## Your objective
Type out the data below in its entirety, exactly as given.

[Stored items]
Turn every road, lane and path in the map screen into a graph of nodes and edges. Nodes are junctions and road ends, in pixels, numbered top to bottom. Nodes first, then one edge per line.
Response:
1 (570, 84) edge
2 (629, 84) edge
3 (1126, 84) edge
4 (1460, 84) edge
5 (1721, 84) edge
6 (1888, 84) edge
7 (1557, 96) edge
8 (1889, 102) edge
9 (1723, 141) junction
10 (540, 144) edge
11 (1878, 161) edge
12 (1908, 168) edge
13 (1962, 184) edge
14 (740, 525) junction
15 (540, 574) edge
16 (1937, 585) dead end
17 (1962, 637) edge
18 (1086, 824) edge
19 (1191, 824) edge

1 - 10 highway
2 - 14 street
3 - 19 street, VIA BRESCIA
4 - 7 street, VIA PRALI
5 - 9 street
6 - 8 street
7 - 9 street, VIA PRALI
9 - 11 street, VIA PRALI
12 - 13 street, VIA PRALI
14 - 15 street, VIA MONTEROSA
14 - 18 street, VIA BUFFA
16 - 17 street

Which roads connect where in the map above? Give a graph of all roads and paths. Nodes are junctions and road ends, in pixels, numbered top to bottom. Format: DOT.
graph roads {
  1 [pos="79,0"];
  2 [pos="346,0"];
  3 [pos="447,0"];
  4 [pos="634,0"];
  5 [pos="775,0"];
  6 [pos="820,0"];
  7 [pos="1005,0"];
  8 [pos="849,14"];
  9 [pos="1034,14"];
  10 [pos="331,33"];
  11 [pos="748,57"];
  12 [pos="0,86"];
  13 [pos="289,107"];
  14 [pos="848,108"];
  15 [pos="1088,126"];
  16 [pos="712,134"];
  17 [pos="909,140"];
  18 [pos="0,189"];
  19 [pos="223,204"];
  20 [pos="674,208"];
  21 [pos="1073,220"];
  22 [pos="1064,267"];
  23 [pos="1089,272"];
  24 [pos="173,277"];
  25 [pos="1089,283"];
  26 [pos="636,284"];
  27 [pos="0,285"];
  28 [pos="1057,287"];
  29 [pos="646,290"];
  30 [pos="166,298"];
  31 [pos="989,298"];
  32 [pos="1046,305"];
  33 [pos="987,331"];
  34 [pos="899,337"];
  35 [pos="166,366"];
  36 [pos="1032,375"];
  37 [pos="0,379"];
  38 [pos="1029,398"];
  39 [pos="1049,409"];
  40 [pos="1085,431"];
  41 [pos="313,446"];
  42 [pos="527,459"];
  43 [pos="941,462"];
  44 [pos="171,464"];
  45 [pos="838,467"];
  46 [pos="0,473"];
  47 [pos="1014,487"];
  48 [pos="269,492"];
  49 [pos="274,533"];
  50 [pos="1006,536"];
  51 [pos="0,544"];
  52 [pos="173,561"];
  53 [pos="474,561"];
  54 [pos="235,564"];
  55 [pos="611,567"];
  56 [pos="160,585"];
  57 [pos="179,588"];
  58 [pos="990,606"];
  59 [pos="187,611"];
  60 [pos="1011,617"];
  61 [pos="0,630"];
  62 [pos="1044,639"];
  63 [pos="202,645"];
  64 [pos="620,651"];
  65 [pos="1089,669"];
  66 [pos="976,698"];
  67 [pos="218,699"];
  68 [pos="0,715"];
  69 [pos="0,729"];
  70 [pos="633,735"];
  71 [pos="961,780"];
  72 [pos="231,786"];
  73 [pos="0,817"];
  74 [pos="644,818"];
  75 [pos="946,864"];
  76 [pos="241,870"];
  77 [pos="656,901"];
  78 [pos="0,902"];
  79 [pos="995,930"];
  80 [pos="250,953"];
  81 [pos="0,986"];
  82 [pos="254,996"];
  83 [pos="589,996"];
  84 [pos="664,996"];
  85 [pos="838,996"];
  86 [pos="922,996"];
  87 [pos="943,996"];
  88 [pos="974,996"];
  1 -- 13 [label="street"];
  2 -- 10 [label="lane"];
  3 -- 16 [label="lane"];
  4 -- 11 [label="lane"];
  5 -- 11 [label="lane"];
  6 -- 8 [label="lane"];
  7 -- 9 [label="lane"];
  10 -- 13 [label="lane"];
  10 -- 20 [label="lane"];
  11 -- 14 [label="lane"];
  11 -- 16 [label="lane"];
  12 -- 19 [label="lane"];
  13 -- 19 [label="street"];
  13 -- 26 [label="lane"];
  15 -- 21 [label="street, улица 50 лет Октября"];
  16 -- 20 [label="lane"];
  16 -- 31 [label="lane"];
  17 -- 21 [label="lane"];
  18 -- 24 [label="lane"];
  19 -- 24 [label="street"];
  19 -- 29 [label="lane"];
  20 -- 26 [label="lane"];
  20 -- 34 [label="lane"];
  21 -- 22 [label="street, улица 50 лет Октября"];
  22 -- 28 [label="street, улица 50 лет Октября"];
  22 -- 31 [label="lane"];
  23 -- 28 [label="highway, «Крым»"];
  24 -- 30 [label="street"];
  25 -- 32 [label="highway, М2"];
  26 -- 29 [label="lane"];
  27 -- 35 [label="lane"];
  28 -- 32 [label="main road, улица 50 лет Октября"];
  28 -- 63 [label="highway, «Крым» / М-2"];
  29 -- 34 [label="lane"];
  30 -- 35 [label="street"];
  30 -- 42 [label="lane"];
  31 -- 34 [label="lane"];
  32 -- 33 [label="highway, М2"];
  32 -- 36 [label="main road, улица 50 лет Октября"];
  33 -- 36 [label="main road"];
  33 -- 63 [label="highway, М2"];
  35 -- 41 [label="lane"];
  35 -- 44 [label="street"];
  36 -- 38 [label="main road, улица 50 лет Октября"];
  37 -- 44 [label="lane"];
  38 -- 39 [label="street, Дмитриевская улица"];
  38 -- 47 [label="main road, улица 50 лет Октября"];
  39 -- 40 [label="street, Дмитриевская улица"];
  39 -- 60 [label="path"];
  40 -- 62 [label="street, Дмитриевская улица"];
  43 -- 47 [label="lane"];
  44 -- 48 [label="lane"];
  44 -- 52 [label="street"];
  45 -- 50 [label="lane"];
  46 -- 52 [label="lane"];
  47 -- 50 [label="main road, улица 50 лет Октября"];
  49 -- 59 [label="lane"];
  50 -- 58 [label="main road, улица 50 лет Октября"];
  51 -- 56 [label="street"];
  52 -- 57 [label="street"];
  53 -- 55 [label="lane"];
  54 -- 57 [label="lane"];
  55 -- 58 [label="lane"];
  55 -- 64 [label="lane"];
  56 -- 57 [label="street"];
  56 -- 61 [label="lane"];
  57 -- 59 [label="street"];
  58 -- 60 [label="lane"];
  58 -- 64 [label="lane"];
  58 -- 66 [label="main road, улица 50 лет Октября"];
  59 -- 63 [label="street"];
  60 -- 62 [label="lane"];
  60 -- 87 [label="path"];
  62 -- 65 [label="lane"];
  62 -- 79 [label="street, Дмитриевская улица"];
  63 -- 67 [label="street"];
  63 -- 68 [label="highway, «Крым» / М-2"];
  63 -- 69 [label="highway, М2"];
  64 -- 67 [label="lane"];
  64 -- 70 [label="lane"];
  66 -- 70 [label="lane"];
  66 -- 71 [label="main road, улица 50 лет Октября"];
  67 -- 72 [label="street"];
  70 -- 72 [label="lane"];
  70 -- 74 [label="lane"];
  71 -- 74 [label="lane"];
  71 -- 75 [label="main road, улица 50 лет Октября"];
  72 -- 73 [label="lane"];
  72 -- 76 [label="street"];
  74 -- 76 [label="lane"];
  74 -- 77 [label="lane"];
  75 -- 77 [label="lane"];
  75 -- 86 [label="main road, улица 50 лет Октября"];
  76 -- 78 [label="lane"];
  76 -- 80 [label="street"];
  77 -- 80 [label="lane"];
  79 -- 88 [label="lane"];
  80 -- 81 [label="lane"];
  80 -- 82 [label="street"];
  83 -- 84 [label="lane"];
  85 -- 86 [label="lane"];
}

## Answer box
Turn every road, lane and path in the map screen into a graph of nodes and edges. Nodes are junctions and road ends, in pixels, numbered top to bottom. Nodes first, then one edge per line.
Response:
1 (570, 84) edge
2 (629, 84) edge
3 (1126, 84) edge
4 (1460, 84) edge
5 (1721, 84) edge
6 (1888, 84) edge
7 (1557, 96) edge
8 (1889, 102) edge
9 (1723, 141) junction
10 (540, 144) edge
11 (1878, 161) edge
12 (1908, 168) edge
13 (1962, 184) edge
14 (740, 525) junction
15 (540, 574) edge
16 (1937, 585) dead end
17 (1962, 637) edge
18 (1086, 824) edge
19 (1191, 824) edge

1 - 10 highway
2 - 14 street
3 - 19 street, VIA BRESCIA
4 - 7 street, VIA PRALI
5 - 9 street
6 - 8 street
7 - 9 street, VIA PRALI
9 - 11 street, VIA PRALI
12 - 13 street, VIA PRALI
14 - 15 street, VIA MONTEROSA
14 - 18 street, VIA BUFFA
16 - 17 street

Which roads connect where in the map above? Give a graph of all roads and paths. Nodes are junctions and road ends, in pixels, numbered top to bottom. Format: DOT.
graph roads {
  1 [pos="79,0"];
  2 [pos="346,0"];
  3 [pos="447,0"];
  4 [pos="634,0"];
  5 [pos="775,0"];
  6 [pos="820,0"];
  7 [pos="1005,0"];
  8 [pos="849,14"];
  9 [pos="1034,14"];
  10 [pos="331,33"];
  11 [pos="748,57"];
  12 [pos="0,86"];
  13 [pos="289,107"];
  14 [pos="848,108"];
  15 [pos="1088,126"];
  16 [pos="712,134"];
  17 [pos="909,140"];
  18 [pos="0,189"];
  19 [pos="223,204"];
  20 [pos="674,208"];
  21 [pos="1073,220"];
  22 [pos="1064,267"];
  23 [pos="1089,272"];
  24 [pos="173,277"];
  25 [pos="1089,283"];
  26 [pos="636,284"];
  27 [pos="0,285"];
  28 [pos="1057,287"];
  29 [pos="646,290"];
  30 [pos="166,298"];
  31 [pos="989,298"];
  32 [pos="1046,305"];
  33 [pos="987,331"];
  34 [pos="899,337"];
  35 [pos="166,366"];
  36 [pos="1032,375"];
  37 [pos="0,379"];
  38 [pos="1029,398"];
  39 [pos="1049,409"];
  40 [pos="1085,431"];
  41 [pos="313,446"];
  42 [pos="527,459"];
  43 [pos="941,462"];
  44 [pos="171,464"];
  45 [pos="838,467"];
  46 [pos="0,473"];
  47 [pos="1014,487"];
  48 [pos="269,492"];
  49 [pos="274,533"];
  50 [pos="1006,536"];
  51 [pos="0,544"];
  52 [pos="173,561"];
  53 [pos="474,561"];
  54 [pos="235,564"];
  55 [pos="611,567"];
  56 [pos="160,585"];
  57 [pos="179,588"];
  58 [pos="990,606"];
  59 [pos="187,611"];
  60 [pos="1011,617"];
  61 [pos="0,630"];
  62 [pos="1044,639"];
  63 [pos="202,645"];
  64 [pos="620,651"];
  65 [pos="1089,669"];
  66 [pos="976,698"];
  67 [pos="218,699"];
  68 [pos="0,715"];
  69 [pos="0,729"];
  70 [pos="633,735"];
  71 [pos="961,780"];
  72 [pos="231,786"];
  73 [pos="0,817"];
  74 [pos="644,818"];
  75 [pos="946,864"];
  76 [pos="241,870"];
  77 [pos="656,901"];
  78 [pos="0,902"];
  79 [pos="995,930"];
  80 [pos="250,953"];
  81 [pos="0,986"];
  82 [pos="254,996"];
  83 [pos="589,996"];
  84 [pos="664,996"];
  85 [pos="838,996"];
  86 [pos="922,996"];
  87 [pos="943,996"];
  88 [pos="974,996"];
  1 -- 13 [label="street"];
  2 -- 10 [label="lane"];
  3 -- 16 [label="lane"];
  4 -- 11 [label="lane"];
  5 -- 11 [label="lane"];
  6 -- 8 [label="lane"];
  7 -- 9 [label="lane"];
  10 -- 13 [label="lane"];
  10 -- 20 [label="lane"];
  11 -- 14 [label="lane"];
  11 -- 16 [label="lane"];
  12 -- 19 [label="lane"];
  13 -- 19 [label="street"];
  13 -- 26 [label="lane"];
  15 -- 21 [label="street, улица 50 лет Октября"];
  16 -- 20 [label="lane"];
  16 -- 31 [label="lane"];
  17 -- 21 [label="lane"];
  18 -- 24 [label="lane"];
  19 -- 24 [label="street"];
  19 -- 29 [label="lane"];
  20 -- 26 [label="lane"];
  20 -- 34 [label="lane"];
  21 -- 22 [label="street, улица 50 лет Октября"];
  22 -- 28 [label="street, улица 50 лет Октября"];
  22 -- 31 [label="lane"];
  23 -- 28 [label="highway, «Крым»"];
  24 -- 30 [label="street"];
  25 -- 32 [label="highway, М2"];
  26 -- 29 [label="lane"];
  27 -- 35 [label="lane"];
  28 -- 32 [label="main road, улица 50 лет Октября"];
  28 -- 63 [label="highway, «Крым» / М-2"];
  29 -- 34 [label="lane"];
  30 -- 35 [label="street"];
  30 -- 42 [label="lane"];
  31 -- 34 [label="lane"];
  32 -- 33 [label="highway, М2"];
  32 -- 36 [label="main road, улица 50 лет Октября"];
  33 -- 36 [label="main road"];
  33 -- 63 [label="highway, М2"];
  35 -- 41 [label="lane"];
  35 -- 44 [label="street"];
  36 -- 38 [label="main road, улица 50 лет Октября"];
  37 -- 44 [label="lane"];
  38 -- 39 [label="street, Дмитриевская улица"];
  38 -- 47 [label="main road, улица 50 лет Октября"];
  39 -- 40 [label="street, Дмитриевская улица"];
  39 -- 60 [label="path"];
  40 -- 62 [label="street, Дмитриевская улица"];
  43 -- 47 [label="lane"];
  44 -- 48 [label="lane"];
  44 -- 52 [label="street"];
  45 -- 50 [label="lane"];
  46 -- 52 [label="lane"];
  47 -- 50 [label="main road, улица 50 лет Октября"];
  49 -- 59 [label="lane"];
  50 -- 58 [label="main road, улица 50 лет Октября"];
  51 -- 56 [label="street"];
  52 -- 57 [label="street"];
  53 -- 55 [label="lane"];
  54 -- 57 [label="lane"];
  55 -- 58 [label="lane"];
  55 -- 64 [label="lane"];
  56 -- 57 [label="street"];
  56 -- 61 [label="lane"];
  57 -- 59 [label="street"];
  58 -- 60 [label="lane"];
  58 -- 64 [label="lane"];
  58 -- 66 [label="main road, улица 50 лет Октября"];
  59 -- 63 [label="street"];
  60 -- 62 [label="lane"];
  60 -- 87 [label="path"];
  62 -- 65 [label="lane"];
  62 -- 79 [label="street, Дмитриевская улица"];
  63 -- 67 [label="street"];
  63 -- 68 [label="highway, «Крым» / М-2"];
  63 -- 69 [label="highway, М2"];
  64 -- 67 [label="lane"];
  64 -- 70 [label="lane"];
  66 -- 70 [label="lane"];
  66 -- 71 [label="main road, улица 50 лет Октября"];
  67 -- 72 [label="street"];
  70 -- 72 [label="lane"];
  70 -- 74 [label="lane"];
  71 -- 74 [label="lane"];
  71 -- 75 [label="main road, улица 50 лет Октября"];
  72 -- 73 [label="lane"];
  72 -- 76 [label="street"];
  74 -- 76 [label="lane"];
  74 -- 77 [label="lane"];
  75 -- 77 [label="lane"];
  75 -- 86 [label="main road, улица 50 лет Октября"];
  76 -- 78 [label="lane"];
  76 -- 80 [label="street"];
  77 -- 80 [label="lane"];
  79 -- 88 [label="lane"];
  80 -- 81 [label="lane"];
  80 -- 82 [label="street"];
  83 -- 84 [label="lane"];
  85 -- 86 [label="lane"];
}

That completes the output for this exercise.